The router works on the third layer of the OSI Reference Model-the network layer, a device that implements network services that provide interfaces to a large number of links and subnets at different speeds. Routers are active and intelligent network nodes that can participate in network management.

1. Passive routing protocol and route selection protocol

Passive routing Protocol (routed protocols ): Refers to any network protocol that provides sufficient information in the network layer address that allows packets to be forwarded from one host to another based on the addressing scheme. The passive routing protocol defines the format and purpose of the fields within the packet. Packets are typically driven from one end system to another. the IP protocol is a passive routing protocol.

Route Selection Protocol (routing protocol ): supports the passive routing protocol by providing a shared routing information mechanism. Route selection Negotiation messages are routed between routers. The routing protocol allows routers to communicate with other routers to modify and maintain routing tables. Routing protocols are:RIP,OSPF,IGRP , and so on. 4-3 Describes the relationship between the passive routing protocol and the routing protocol.

Figure 3 Passive routing protocol for Bootstrap information, routing protocol for maintaining routing tables between routers

2, the Network layer protocol work

When an application on one host needs to send a packet to a destination host on another network, one of the routers ' interfaces receives a data link frame.
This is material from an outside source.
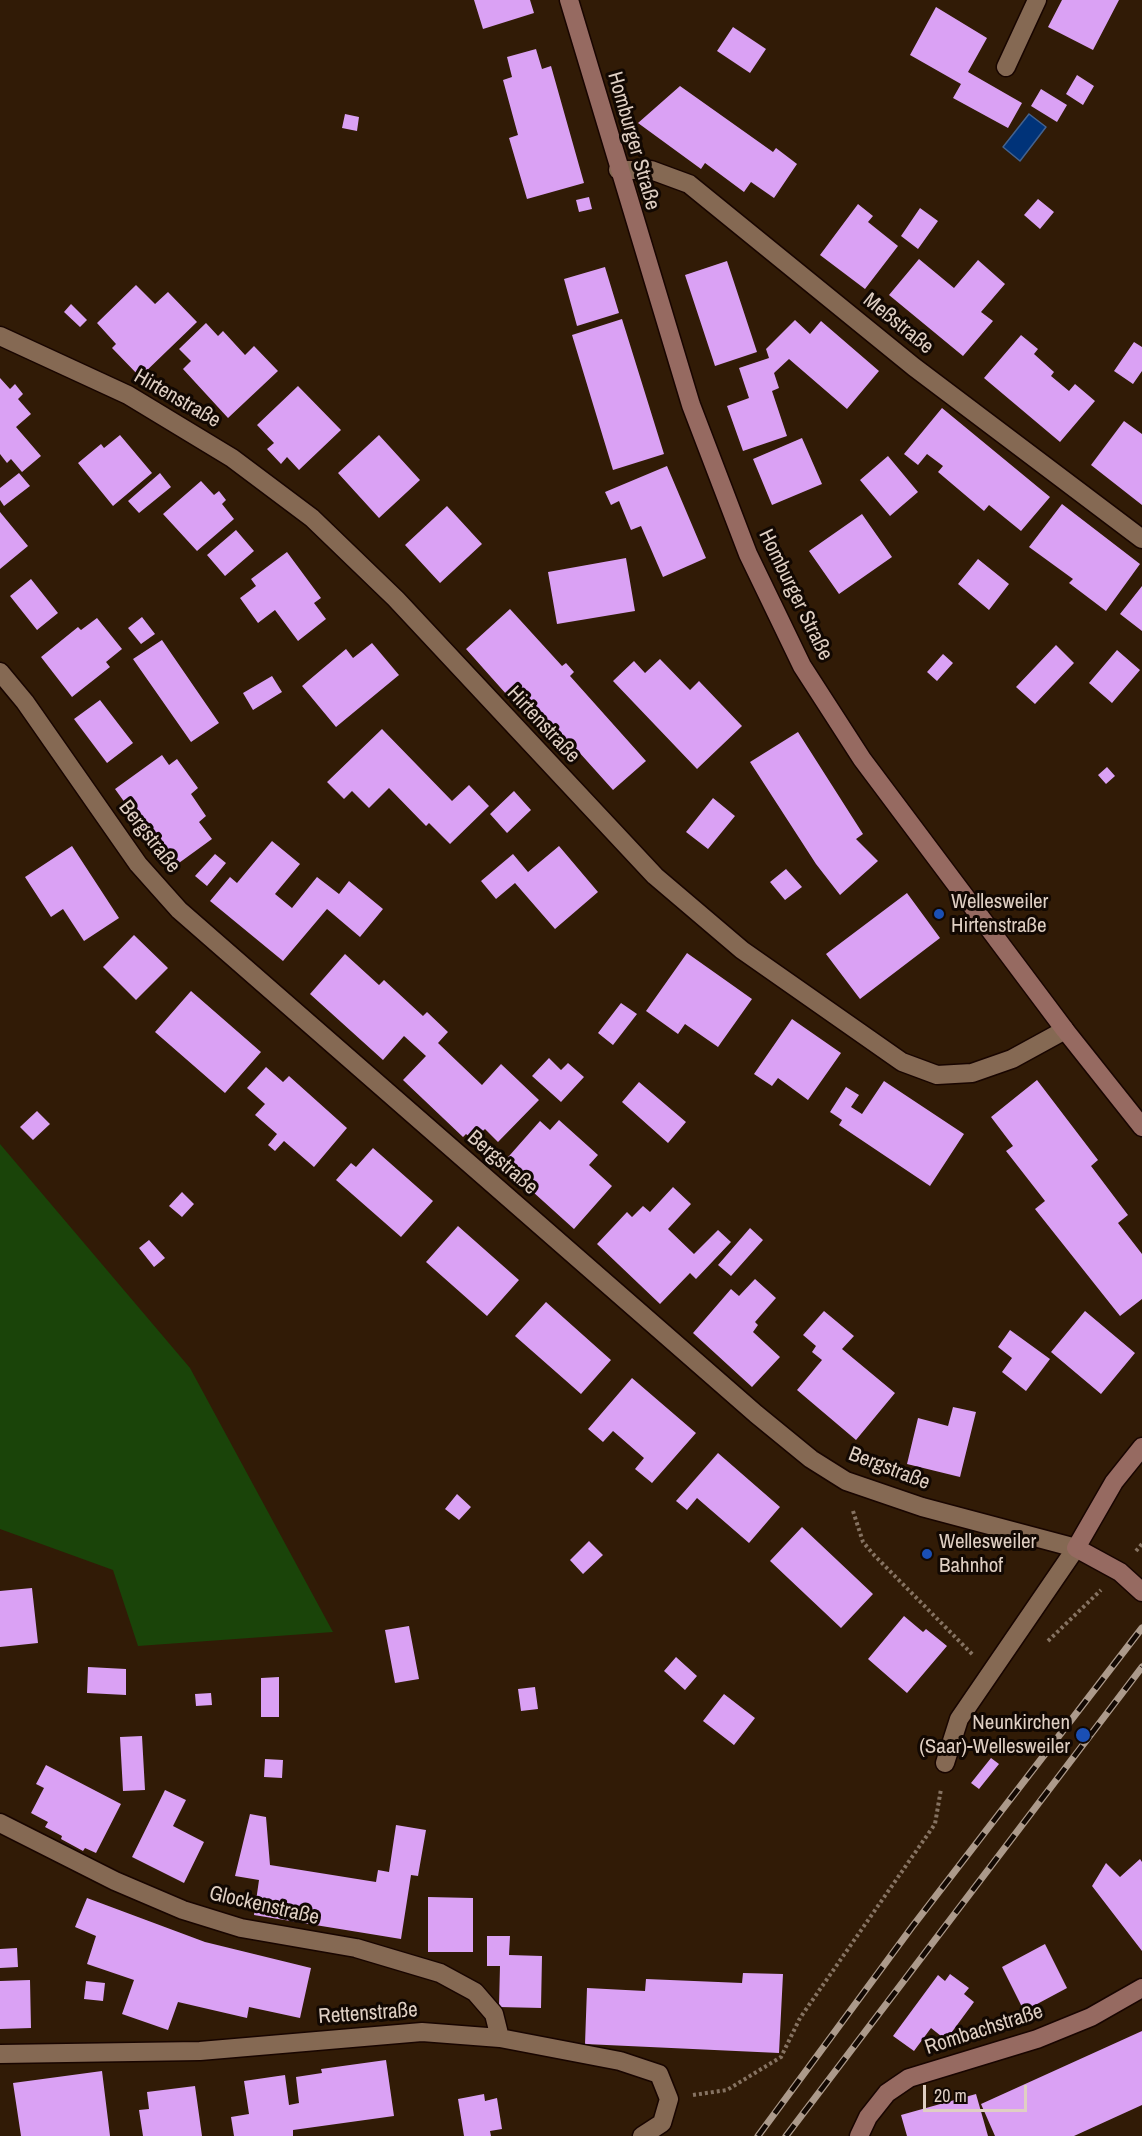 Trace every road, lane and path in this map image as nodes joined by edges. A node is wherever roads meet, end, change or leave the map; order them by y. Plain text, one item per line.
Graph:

The network layer process checks the packet header to determine the destination network and then queries the routing table associated with the network egress interface,4.

Packets are repackaged in the data link frame of the selected interface, queued for distribution to the next station router (Hop) of the path.

This process occurs when the packet is exchanged over another router, and in the router that is connected to the network that contains the destination host, the packet is again encapsulated as the type of the destination LAN Data link frame and sent to the destination host.

Figure 4 Each router provides its various services for its upper-level capabilities

3. Static routing, dynamic routing, default routing

A fixed route is defined by the system administrator in advance, which is usually based on the configuration of the network when the system is installed, and it will not change with the future changes of the network topology. At this point, the accessibility of the network does not depend on the existence and state of the network itself, regardless of the existence or absence of the destination network, static routes will be saved in the routing forwarding, the IP traffic is still sent to the destination. Static routing allows Internet administrators to specify which of these can be made public in a limited number of divisions. When a network can only be reached by one path, a static route to the network is sufficient, and this partition is calleda stub network. Configuration for a stub network

Static route selection avoids the overhead of dynamic routing. 5 shows the purpose of a static route

Figure 5 Static Routes

Dynamic routing is a route that the router automatically adjusts based on the operation of the network system. The router automatically learns and remembers network operation based on the functions provided by the routing protocol (Routing Protocol), and automatically calculates the best path for data transfer when needed. At this point, network accessibility depends on the existence and state of the network. If a destination does not exist, the route disappears from the routing forwarding statement and the IP packet traffic is not sent to that destination. Using dynamic routing can adapt well to the changes of topology. It can change the traffic direction between different paths in the network.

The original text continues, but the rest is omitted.